● **Exercise**:
Each line of the listing where the string "Atakpamé" appears is to be identified and copied.

● **Material to process**:

_ _ _ _ _

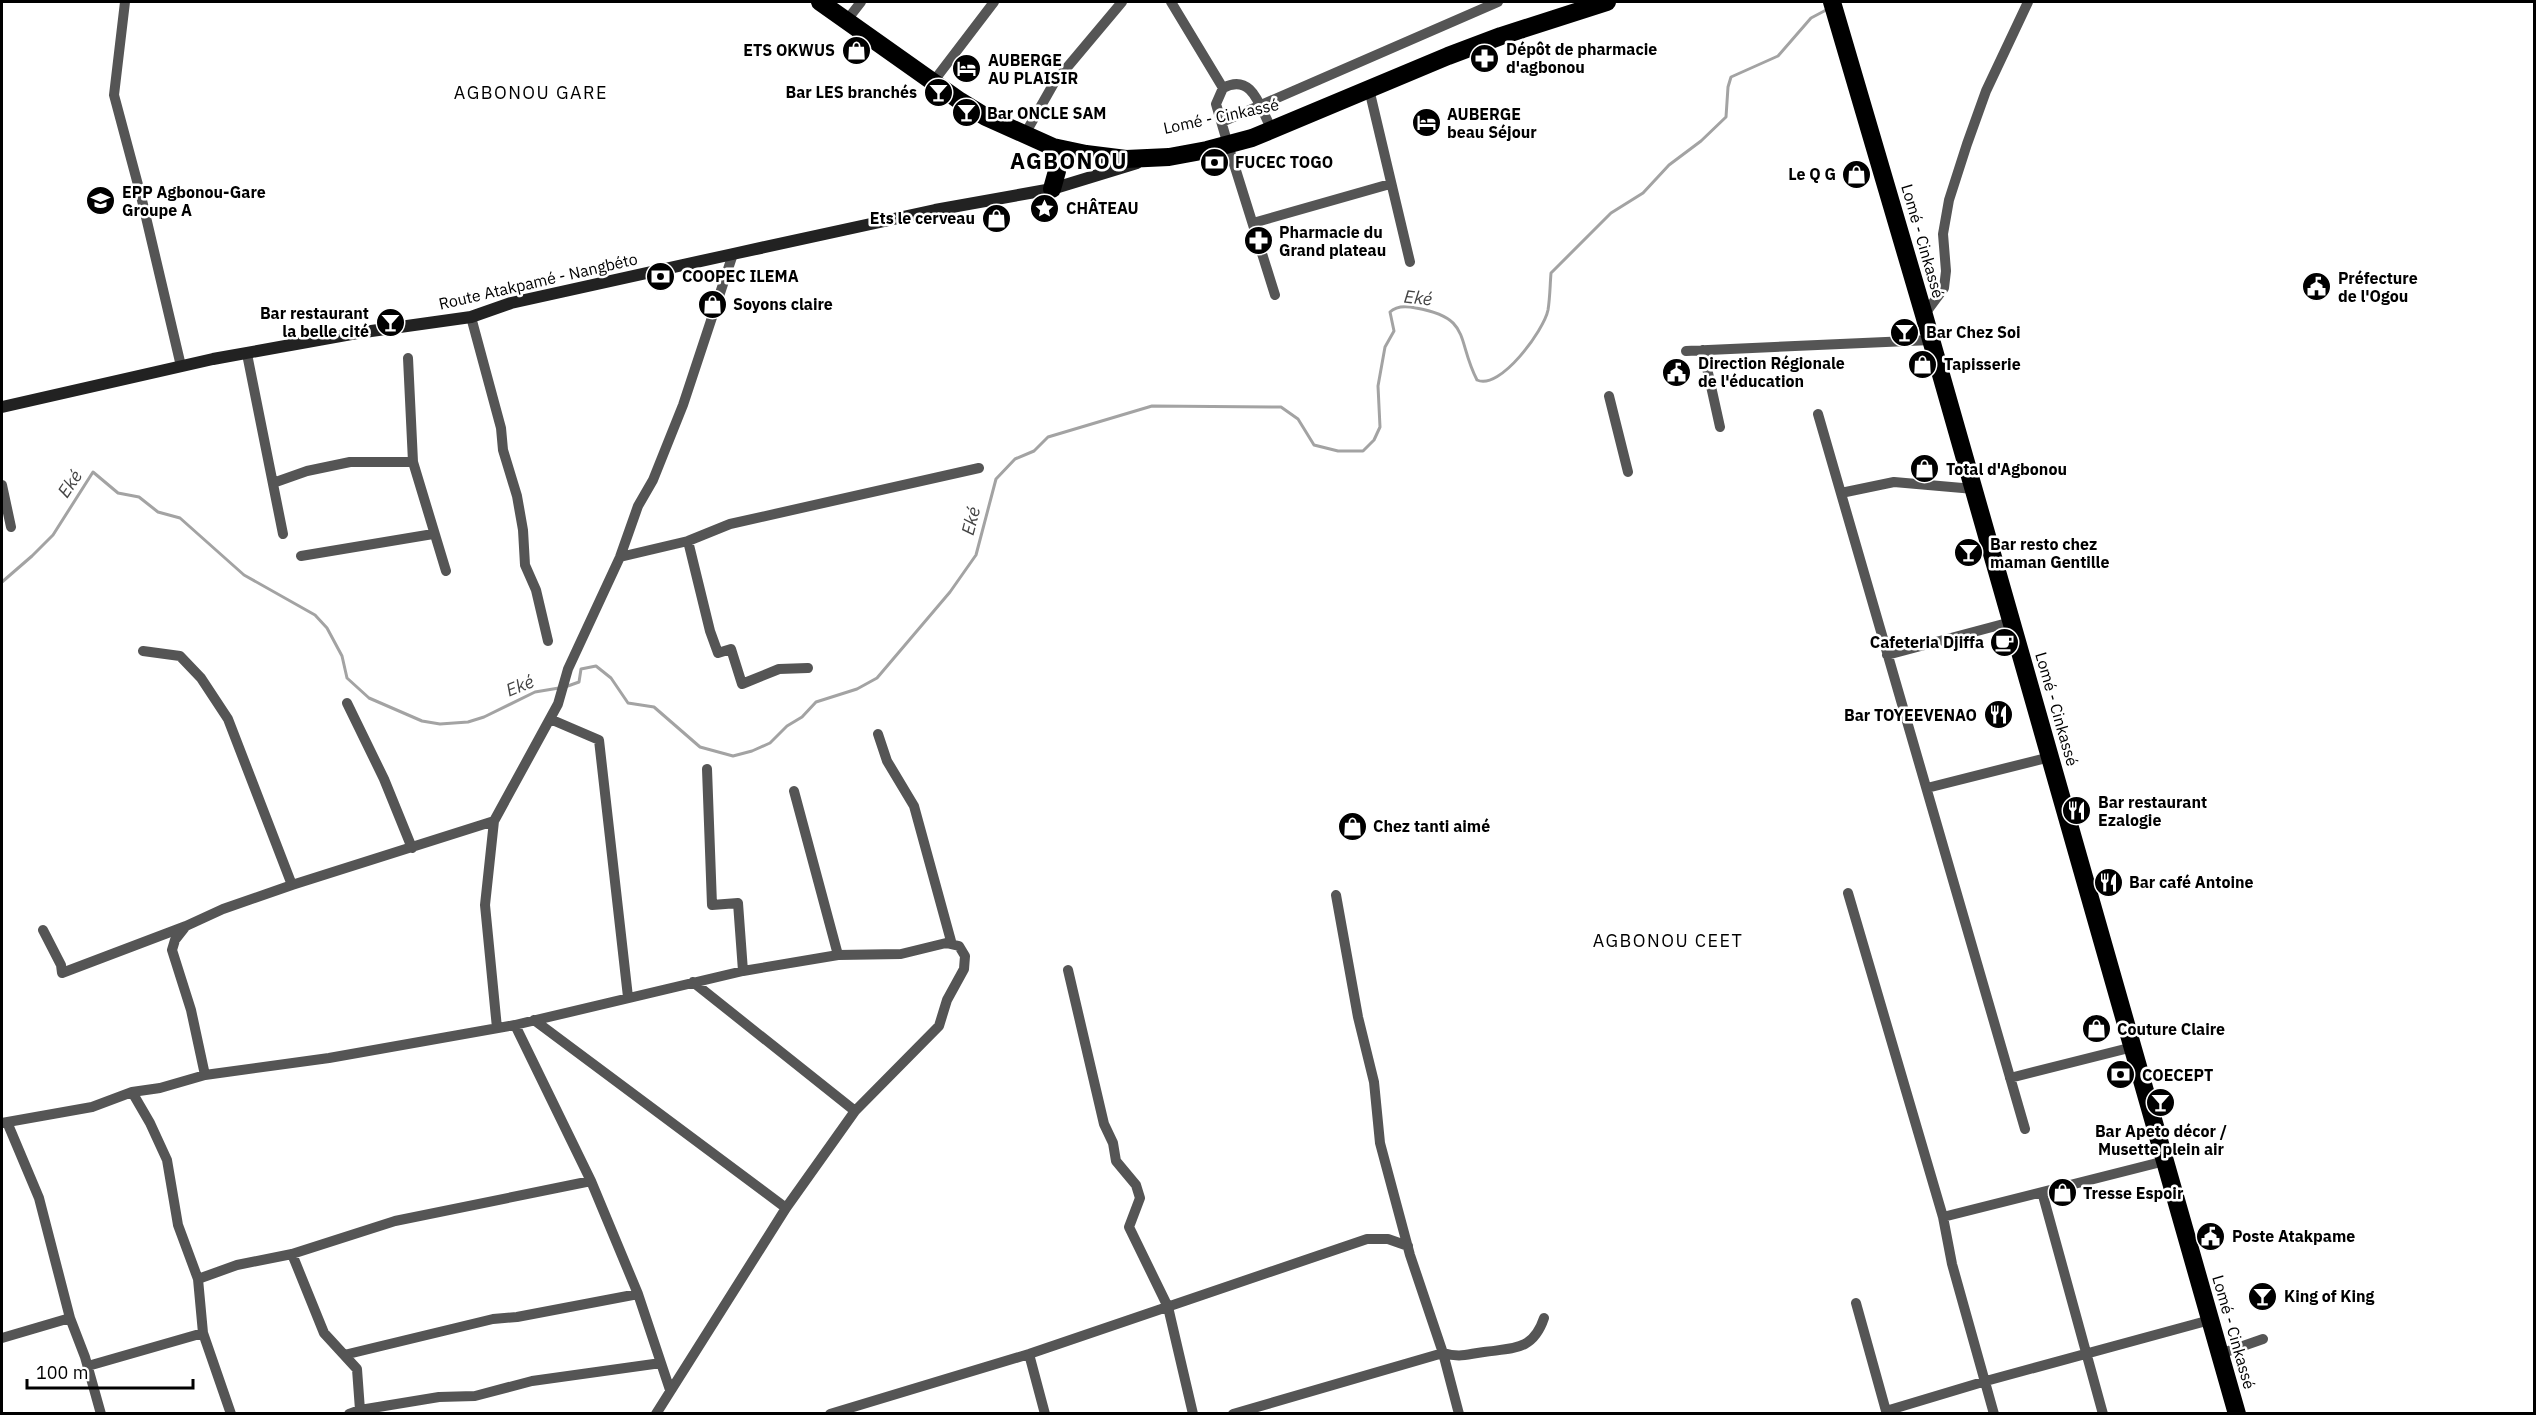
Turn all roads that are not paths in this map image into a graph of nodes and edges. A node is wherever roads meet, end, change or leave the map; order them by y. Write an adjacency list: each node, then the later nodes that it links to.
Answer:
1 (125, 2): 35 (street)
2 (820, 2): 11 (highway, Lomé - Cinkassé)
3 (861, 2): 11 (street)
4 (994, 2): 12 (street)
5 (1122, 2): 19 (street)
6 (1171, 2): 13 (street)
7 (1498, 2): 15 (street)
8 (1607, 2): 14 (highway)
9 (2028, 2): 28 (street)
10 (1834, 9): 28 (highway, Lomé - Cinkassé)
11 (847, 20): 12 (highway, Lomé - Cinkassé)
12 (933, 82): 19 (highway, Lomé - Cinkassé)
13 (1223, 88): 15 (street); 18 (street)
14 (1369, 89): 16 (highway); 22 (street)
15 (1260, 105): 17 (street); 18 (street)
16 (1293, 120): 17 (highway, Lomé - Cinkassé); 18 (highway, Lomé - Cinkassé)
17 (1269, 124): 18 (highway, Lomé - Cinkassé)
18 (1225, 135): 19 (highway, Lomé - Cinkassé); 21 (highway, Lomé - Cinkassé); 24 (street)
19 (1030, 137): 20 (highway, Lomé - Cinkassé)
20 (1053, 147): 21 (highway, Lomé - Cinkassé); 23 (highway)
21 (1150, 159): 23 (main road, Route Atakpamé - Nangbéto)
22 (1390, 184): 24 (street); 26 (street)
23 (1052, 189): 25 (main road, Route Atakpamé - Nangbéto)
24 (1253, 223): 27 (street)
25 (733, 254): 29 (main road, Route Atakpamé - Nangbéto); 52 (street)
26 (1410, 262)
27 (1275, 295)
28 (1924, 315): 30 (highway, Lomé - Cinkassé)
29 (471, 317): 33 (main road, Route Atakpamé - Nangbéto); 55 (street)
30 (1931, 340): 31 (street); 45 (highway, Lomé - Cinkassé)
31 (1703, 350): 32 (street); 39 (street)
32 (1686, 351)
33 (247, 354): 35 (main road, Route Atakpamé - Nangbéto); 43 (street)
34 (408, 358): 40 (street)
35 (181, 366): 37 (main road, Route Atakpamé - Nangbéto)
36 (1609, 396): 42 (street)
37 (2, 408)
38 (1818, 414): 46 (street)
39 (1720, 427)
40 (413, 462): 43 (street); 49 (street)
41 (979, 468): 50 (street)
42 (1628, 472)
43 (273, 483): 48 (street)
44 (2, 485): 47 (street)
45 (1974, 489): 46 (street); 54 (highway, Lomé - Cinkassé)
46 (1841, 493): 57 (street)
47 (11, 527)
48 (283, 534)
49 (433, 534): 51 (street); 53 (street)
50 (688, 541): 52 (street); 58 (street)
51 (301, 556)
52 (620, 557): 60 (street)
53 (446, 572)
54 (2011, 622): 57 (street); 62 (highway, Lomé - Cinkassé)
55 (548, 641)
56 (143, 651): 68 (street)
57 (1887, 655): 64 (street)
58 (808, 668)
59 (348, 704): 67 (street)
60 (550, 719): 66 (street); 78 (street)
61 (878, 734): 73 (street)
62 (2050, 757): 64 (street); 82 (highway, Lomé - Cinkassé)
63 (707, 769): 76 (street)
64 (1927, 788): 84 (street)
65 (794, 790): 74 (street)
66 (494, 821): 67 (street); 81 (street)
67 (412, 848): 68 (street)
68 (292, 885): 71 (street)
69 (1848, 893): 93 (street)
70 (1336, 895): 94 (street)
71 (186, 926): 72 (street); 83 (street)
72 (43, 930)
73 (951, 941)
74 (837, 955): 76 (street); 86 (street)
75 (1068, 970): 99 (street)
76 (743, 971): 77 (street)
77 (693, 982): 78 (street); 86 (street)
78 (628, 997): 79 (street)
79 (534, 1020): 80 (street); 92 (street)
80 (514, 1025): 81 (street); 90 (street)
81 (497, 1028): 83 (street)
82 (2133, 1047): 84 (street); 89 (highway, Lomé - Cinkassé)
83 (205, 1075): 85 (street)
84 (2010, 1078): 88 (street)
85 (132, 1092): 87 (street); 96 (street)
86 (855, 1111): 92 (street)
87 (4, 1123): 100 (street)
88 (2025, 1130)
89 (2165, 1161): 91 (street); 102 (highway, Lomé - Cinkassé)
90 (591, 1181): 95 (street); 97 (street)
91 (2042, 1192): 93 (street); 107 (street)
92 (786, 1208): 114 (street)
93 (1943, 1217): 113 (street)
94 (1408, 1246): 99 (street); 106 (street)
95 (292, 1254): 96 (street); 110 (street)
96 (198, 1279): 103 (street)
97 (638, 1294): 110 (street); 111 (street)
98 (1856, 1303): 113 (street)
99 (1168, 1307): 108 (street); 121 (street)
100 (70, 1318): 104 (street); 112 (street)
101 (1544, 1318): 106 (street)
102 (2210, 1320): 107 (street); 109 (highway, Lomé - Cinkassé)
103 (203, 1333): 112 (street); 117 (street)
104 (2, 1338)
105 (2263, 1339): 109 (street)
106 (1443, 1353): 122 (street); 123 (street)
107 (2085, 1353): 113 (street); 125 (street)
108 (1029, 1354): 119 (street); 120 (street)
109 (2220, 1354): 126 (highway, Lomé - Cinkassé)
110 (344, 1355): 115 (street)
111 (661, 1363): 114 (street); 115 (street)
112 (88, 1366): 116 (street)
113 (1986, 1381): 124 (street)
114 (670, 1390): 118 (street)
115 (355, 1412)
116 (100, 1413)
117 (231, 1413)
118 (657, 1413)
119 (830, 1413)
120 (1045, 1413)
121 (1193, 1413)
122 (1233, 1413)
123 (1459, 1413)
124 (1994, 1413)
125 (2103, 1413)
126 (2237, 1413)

_ _ _ _ _

● **Solution for this exercise**:
21 (1150, 159): 23 (main road, Route Atakpamé - Nangbéto)
23 (1052, 189): 25 (main road, Route Atakpamé - Nangbéto)
25 (733, 254): 29 (main road, Route Atakpamé - Nangbéto); 52 (street)
29 (471, 317): 33 (main road, Route Atakpamé - Nangbéto); 55 (street)
33 (247, 354): 35 (main road, Route Atakpamé - Nangbéto); 43 (street)
35 (181, 366): 37 (main road, Route Atakpamé - Nangbéto)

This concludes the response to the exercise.